### YOUR GOAL
Every line below that contains "look" is to be copied.

(Dataset entries)
--- START ---

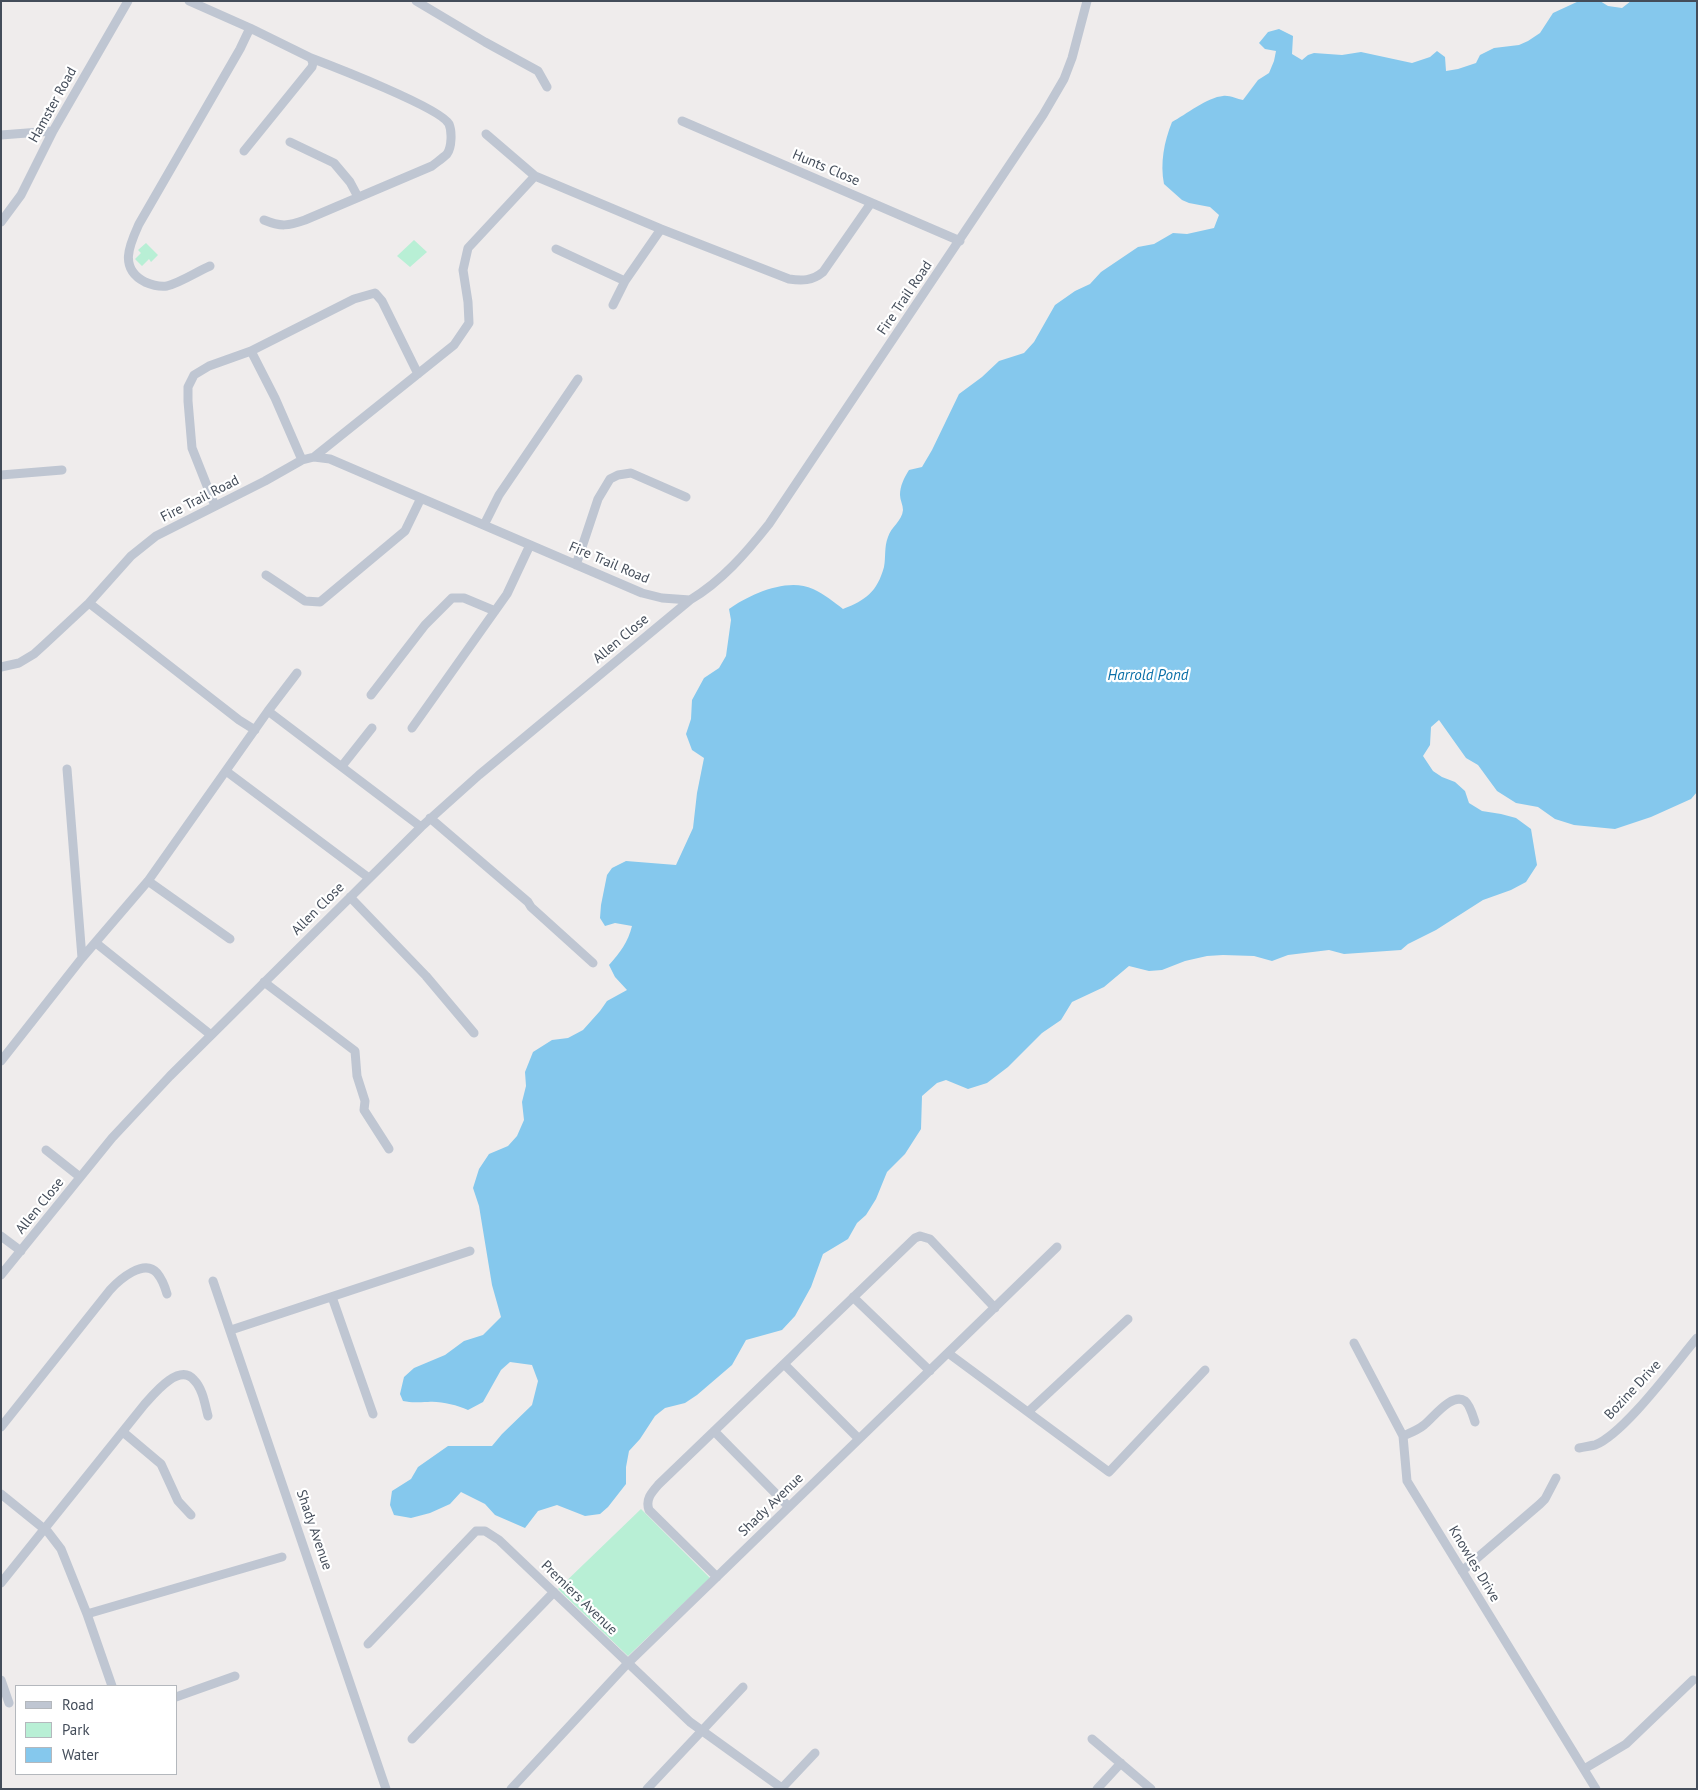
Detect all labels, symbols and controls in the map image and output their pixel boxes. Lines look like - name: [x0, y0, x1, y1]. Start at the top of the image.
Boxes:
- street label: Hamster Road: [25, 64, 81, 146]
- street label: Hunts Close: [790, 146, 862, 190]
- street label: Fire Trail Road: [874, 258, 936, 338]
- street label: Fire Trail Road: [158, 472, 242, 526]
- street label: Fire Trail Road: [566, 539, 652, 587]
- street label: Allen Close: [590, 611, 652, 667]
- water label: Harrold Pond: [1108, 667, 1188, 685]
- street label: Allen Close: [288, 879, 348, 939]
- street label: Allen Close: [12, 1174, 68, 1238]
- street label: Bozine Drive: [1601, 1357, 1665, 1423]
- street label: Shady Avenue: [735, 1470, 807, 1540]
- street label: Shady Avenue: [292, 1488, 336, 1572]
- street label: Knowles Drive: [1445, 1523, 1503, 1605]
- street label: Premiers Avenue: [537, 1557, 621, 1639]
- legend: [15, 1685, 178, 1775]
- text: Road: [62, 1695, 94, 1714]
- text: Park: [62, 1720, 90, 1739]
- text: Water: [62, 1745, 99, 1764]

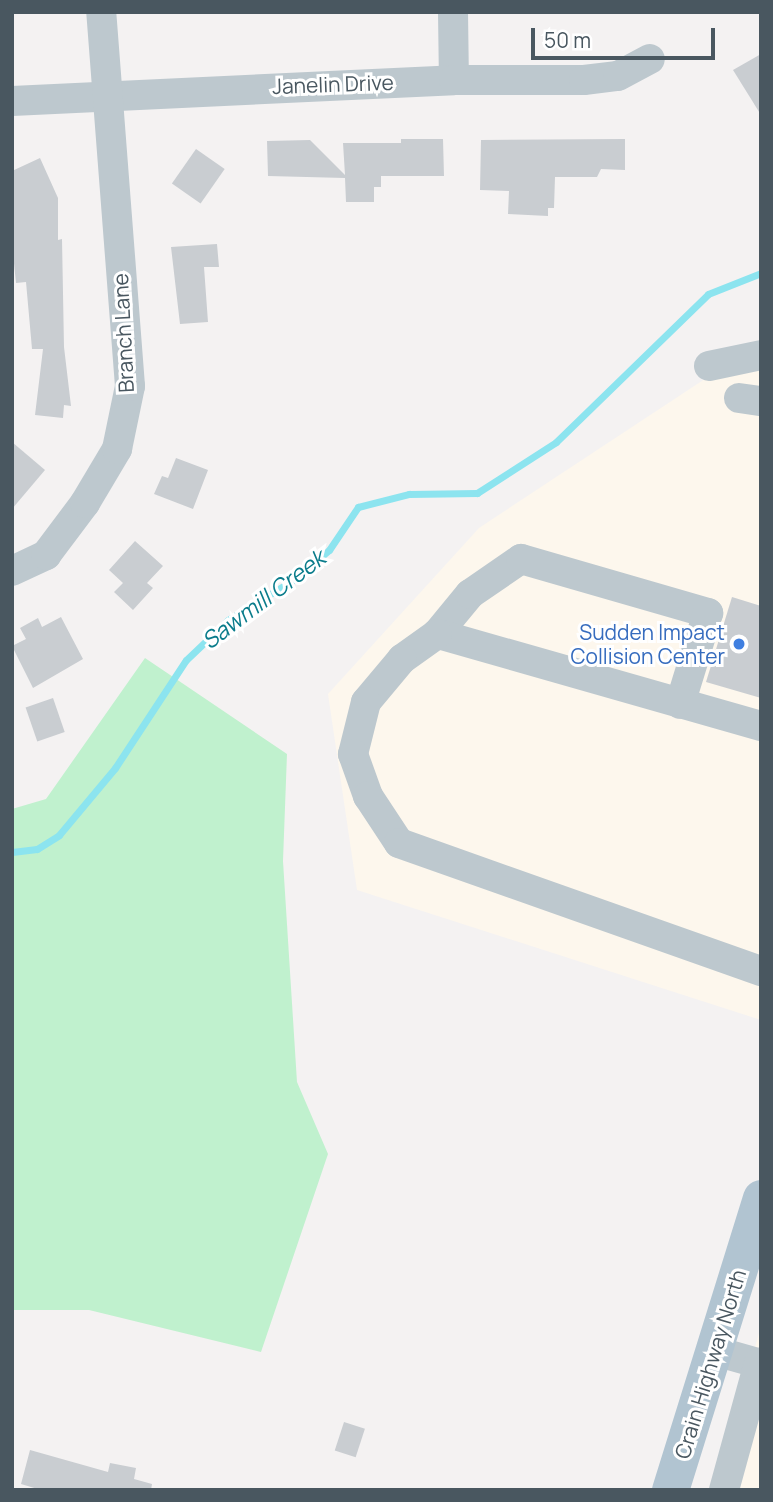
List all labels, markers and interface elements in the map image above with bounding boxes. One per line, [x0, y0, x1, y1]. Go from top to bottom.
scale bar [535, 14, 719, 58]
text: 50 m [544, 26, 591, 54]
street label: Janelin Drive [272, 69, 394, 99]
street label: Branch Lane [107, 273, 139, 393]
water label: Sawmill Creek [196, 544, 330, 654]
place label: Sudden Impact Collision Center [571, 619, 725, 669]
marker: Sudden Impact Collision Center [731, 636, 747, 652]
street label: Crain Highway North [669, 1266, 751, 1462]

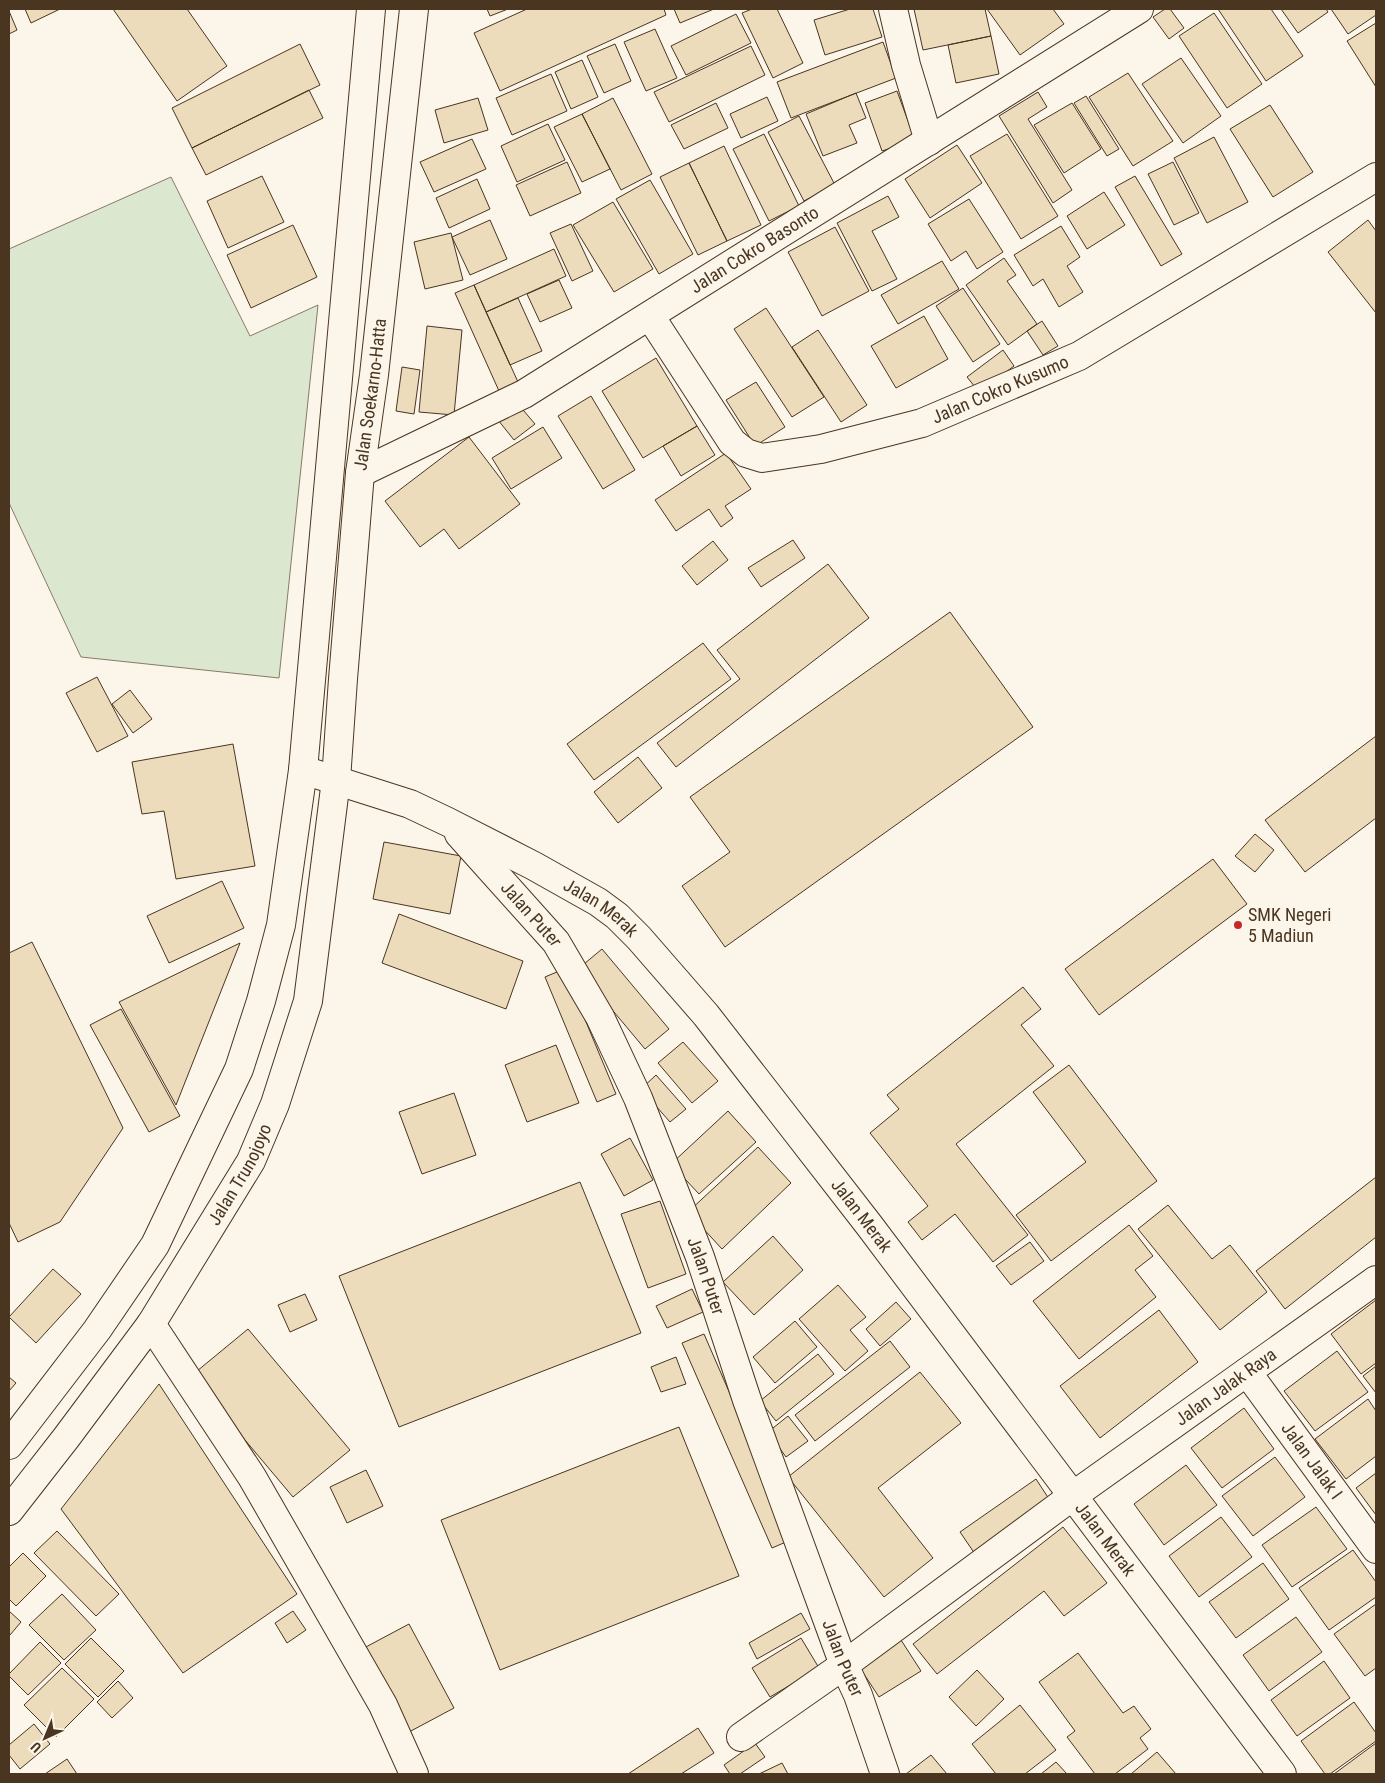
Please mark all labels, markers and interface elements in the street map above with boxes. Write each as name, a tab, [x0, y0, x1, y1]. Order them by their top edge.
street label: Jalan Cokro Basonto	[686, 201, 822, 297]
street label: Jalan Soekarno-Hatta	[349, 317, 390, 472]
street label: Jalan Cokro Kusumo	[929, 351, 1072, 428]
street label: Jalan Merak	[560, 874, 643, 941]
street label: Jalan Puter	[497, 877, 567, 950]
place label: SMK Negeri 5 Madiun	[1248, 904, 1331, 946]
marker: SMK Negeri 5 Madiun	[1232, 919, 1244, 931]
street label: Jalan Trunojoyo	[203, 1121, 275, 1229]
street label: Jalan Merak	[827, 1174, 897, 1256]
street label: Jalan Puter	[683, 1234, 729, 1318]
street label: Jalan Jalak Raya	[1171, 1343, 1280, 1430]
street label: Jalan Jalak I	[1277, 1418, 1347, 1503]
street label: Jalan Merak	[1071, 1498, 1140, 1580]
street label: Jalan Puter	[818, 1617, 868, 1700]
north arrow	[20, 1713, 70, 1763]
text: U	[28, 1739, 44, 1756]

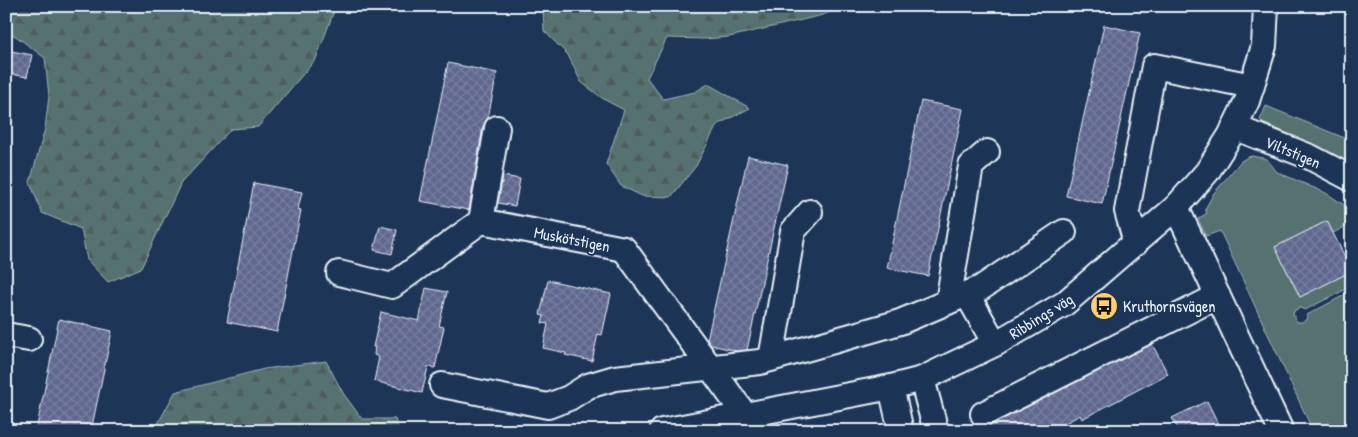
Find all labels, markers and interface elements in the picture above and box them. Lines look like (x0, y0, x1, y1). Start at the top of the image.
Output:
street label: Viltstigen (1262, 130, 1324, 174)
street label: Muskötstigen (532, 221, 612, 257)
street label: Ribbings väg (1005, 288, 1077, 344)
bus stop icon: Kruthornsvägen (1089, 291, 1119, 321)
place label: Kruthornsvägen (1123, 295, 1216, 317)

--- END ---

### WRITTEN ANSWER
Detect all labels, symbols and controls in the map image and output their pixel boxes. Lines look like - name: [x0, y0, x1, y1]. Start at the top of the image.
Find all labels, markers and interface elements in the picture above and box them. Lines look like (x0, y0, x1, y1). Start at the top of the image.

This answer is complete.